Electron density map showing the salt bridge between αK195 and αE192 as a result of the M→V (α188) mutation in mutant 8C. The electron density map was contoured at 1σ (1σ is one standard deviation) to ensure that the data were significant. The amino acid residues are shown in ball and stick format where the atoms are: C ​= ​white, O ​= ​red, N ​= ​blue, S ​= ​yellow. (For interpretation of the references to colour in this figure legend, the reader is referred to the Web version of this article.)

Fig. 9

Electron density map showing the double salt bridge between αR28 and βE96 and the hydrogen bond between βE96 and βE92 in mutant 8C. The electron density map was contoured at 1σ (1σ is one standard deviation) to ensure that the data were significant. The amino acid residues are shown as sticks in the mutant and lines in the wild-type where the atoms are: C ​= ​white, O ​= ​red, N ​= ​blue, H₂O ​= ​red spheres. (For interpretation of the references to colour in this figure legend, the reader is referred to the Web version of this article.)

Fig. 10

Electron density map showing the salt bridge between αR169 and βD218 in mutant 9C. The electron density map was contoured at 1σ (1σ is one standard deviation) to ensure that the data were significant.

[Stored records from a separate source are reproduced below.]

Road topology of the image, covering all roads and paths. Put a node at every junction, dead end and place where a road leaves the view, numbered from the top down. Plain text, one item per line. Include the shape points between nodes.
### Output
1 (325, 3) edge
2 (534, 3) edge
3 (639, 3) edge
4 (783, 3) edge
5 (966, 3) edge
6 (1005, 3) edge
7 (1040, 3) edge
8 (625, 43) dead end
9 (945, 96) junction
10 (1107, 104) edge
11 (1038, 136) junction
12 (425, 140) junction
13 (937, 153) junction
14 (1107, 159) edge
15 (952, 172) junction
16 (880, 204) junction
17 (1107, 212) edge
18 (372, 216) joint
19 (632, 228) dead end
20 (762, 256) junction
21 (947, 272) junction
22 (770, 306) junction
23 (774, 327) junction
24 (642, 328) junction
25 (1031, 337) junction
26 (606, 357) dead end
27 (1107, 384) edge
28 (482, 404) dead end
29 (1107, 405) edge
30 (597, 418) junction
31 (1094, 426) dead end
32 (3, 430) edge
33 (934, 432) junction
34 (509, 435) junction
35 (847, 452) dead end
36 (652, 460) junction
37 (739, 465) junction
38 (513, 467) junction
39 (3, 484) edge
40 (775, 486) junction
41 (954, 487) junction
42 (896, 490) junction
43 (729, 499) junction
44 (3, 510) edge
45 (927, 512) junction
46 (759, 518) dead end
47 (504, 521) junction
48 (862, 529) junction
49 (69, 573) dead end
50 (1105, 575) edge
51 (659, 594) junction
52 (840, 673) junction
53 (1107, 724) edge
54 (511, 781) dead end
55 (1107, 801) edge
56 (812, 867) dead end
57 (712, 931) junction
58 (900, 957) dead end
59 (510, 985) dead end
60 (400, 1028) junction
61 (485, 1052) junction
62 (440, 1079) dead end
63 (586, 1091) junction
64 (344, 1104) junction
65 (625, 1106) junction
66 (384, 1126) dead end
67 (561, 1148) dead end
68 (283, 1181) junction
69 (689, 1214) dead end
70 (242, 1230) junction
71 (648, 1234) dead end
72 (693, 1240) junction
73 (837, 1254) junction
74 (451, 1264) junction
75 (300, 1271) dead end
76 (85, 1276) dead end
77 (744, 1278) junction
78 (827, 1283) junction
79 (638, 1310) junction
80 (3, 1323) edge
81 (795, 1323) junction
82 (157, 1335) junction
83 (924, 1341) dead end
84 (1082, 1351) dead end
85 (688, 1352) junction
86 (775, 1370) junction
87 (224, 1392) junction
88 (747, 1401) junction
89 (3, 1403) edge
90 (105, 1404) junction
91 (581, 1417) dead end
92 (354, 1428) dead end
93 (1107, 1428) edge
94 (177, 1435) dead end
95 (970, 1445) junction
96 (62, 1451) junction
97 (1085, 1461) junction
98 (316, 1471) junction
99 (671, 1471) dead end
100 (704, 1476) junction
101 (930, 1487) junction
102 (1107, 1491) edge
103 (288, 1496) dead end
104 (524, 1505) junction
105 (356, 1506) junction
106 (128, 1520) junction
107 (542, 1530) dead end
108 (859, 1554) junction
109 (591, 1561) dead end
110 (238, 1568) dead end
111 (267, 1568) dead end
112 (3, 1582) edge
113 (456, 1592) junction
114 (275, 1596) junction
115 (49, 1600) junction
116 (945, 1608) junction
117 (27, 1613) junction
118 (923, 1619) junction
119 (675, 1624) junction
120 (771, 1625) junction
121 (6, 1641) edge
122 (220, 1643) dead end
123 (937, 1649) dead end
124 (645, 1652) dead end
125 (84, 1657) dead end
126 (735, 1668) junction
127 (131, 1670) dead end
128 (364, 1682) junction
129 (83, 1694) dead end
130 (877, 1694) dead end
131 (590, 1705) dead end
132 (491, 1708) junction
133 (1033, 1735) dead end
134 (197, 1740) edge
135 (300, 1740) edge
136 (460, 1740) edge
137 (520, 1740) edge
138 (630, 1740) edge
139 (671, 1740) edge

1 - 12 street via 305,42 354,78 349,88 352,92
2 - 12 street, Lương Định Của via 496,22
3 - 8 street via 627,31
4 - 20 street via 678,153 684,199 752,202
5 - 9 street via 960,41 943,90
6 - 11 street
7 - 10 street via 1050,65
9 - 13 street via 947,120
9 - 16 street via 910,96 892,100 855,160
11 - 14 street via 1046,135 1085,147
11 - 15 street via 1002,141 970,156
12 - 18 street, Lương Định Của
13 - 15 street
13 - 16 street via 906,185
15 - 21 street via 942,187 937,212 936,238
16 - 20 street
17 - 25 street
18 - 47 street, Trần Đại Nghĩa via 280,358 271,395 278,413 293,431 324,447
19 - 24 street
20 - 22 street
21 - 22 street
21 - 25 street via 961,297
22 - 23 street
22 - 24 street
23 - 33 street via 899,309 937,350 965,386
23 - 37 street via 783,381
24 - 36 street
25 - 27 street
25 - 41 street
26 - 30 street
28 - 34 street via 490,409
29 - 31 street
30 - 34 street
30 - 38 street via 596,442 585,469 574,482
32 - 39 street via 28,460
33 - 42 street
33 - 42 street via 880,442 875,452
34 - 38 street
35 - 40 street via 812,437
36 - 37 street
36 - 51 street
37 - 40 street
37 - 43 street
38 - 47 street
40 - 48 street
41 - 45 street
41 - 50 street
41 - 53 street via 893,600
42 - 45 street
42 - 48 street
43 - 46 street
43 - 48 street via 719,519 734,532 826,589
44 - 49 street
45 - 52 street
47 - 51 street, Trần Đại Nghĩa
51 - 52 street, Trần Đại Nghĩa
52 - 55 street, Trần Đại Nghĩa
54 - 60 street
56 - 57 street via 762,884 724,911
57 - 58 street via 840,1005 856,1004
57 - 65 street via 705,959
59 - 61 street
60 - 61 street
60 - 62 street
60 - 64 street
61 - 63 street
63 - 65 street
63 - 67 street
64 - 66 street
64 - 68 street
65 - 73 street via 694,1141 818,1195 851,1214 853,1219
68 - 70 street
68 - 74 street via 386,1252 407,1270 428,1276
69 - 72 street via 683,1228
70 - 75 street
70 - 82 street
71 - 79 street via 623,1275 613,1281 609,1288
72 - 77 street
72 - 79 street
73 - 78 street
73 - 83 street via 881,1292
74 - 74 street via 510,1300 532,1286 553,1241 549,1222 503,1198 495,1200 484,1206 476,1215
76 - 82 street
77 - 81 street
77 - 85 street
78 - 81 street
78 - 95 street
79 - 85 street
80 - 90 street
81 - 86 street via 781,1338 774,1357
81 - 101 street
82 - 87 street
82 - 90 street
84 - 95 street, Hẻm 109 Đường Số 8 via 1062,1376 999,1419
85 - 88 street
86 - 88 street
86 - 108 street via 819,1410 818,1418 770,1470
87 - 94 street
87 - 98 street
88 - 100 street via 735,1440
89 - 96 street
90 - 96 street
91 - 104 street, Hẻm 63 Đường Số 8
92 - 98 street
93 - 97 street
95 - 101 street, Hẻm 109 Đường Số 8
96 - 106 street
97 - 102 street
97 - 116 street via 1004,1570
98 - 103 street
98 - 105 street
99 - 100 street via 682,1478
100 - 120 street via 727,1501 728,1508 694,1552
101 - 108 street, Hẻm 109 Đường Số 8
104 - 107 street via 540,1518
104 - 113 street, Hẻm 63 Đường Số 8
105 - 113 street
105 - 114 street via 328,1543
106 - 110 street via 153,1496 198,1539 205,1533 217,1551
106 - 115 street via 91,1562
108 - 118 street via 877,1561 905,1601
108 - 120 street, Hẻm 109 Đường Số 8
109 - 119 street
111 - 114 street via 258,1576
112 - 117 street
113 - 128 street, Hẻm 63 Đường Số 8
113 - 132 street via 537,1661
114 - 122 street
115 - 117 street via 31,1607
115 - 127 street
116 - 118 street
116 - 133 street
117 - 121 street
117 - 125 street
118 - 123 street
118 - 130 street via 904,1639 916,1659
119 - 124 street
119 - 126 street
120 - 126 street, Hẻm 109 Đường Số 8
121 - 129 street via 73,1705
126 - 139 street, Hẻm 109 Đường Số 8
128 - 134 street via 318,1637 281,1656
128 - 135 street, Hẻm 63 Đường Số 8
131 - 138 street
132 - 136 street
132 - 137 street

The amino acid residues are shown as sticks in the mutant and lines in the wild-type where the atoms are: C ​= ​white, O ​= ​red, N ​= ​blue, S ​= ​yellow, H₂O ​= ​red spheres, Co ​= ​cyan sphere. (For interpretation of the references to colour in this figure legend, the reader is referred to the Web version of this article.)

Fig. 11

Electron density map showing the hydrogen bond between βK43 and βK50 in mutant 9C. The electron density map was contoured at 1σ (1σ is one standard deviation) to ensure that the data were significant. The amino acid residues are shown as sticks where the atoms are: C ​= ​white, O ​= ​red, N ​= ​blue, H₂O ​= ​red spheres. (For interpretation of the references to colour in this figure legend, the reader is referred to the Web version of this article.)

Fig. 12

Superimposition of the wild-type (brown) and mutant 9E (green) electron density maps showing the water-mediated hydrogen bond between αS103 and αS23. The water molecule is only present in the density attributed to the mutant. The electron density maps were contoured at 1σ (1σ is one standard deviation) to ensure that the data were significant. The amino acid residues are shown as sticks in the mutant and lines in the wild-type, where the atoms are: C ​= ​white, O ​= ​red, N ​= ​blue, H₂O ​= ​red sphere. (For interpretation of the references to colour in this figure legend, the reader is referred to the Web version of this article.)

Fig. 13

Electron density map showing hydrogen bond formation of βY127 with αR49 and αE57 in the wild-type NHase. The replacement of βY127 with βN127 in mutant 9E results in the resultant space being filled with water. The electron density map was contoured at 1σ (1σ is one standard deviation) to ensure that the data is significant. All the amino acid residues are shown as ball and stick. In the wild-type the atoms are: C ​= ​white, O ​= ​red, N ​= ​blue, H₂O ​= ​red spheres while in the mutant the both the amino acid residues and the water molecules are coloured cyan. (For interpretation of the references to colour in this figure legend, the reader is referred to the Web version of this article.)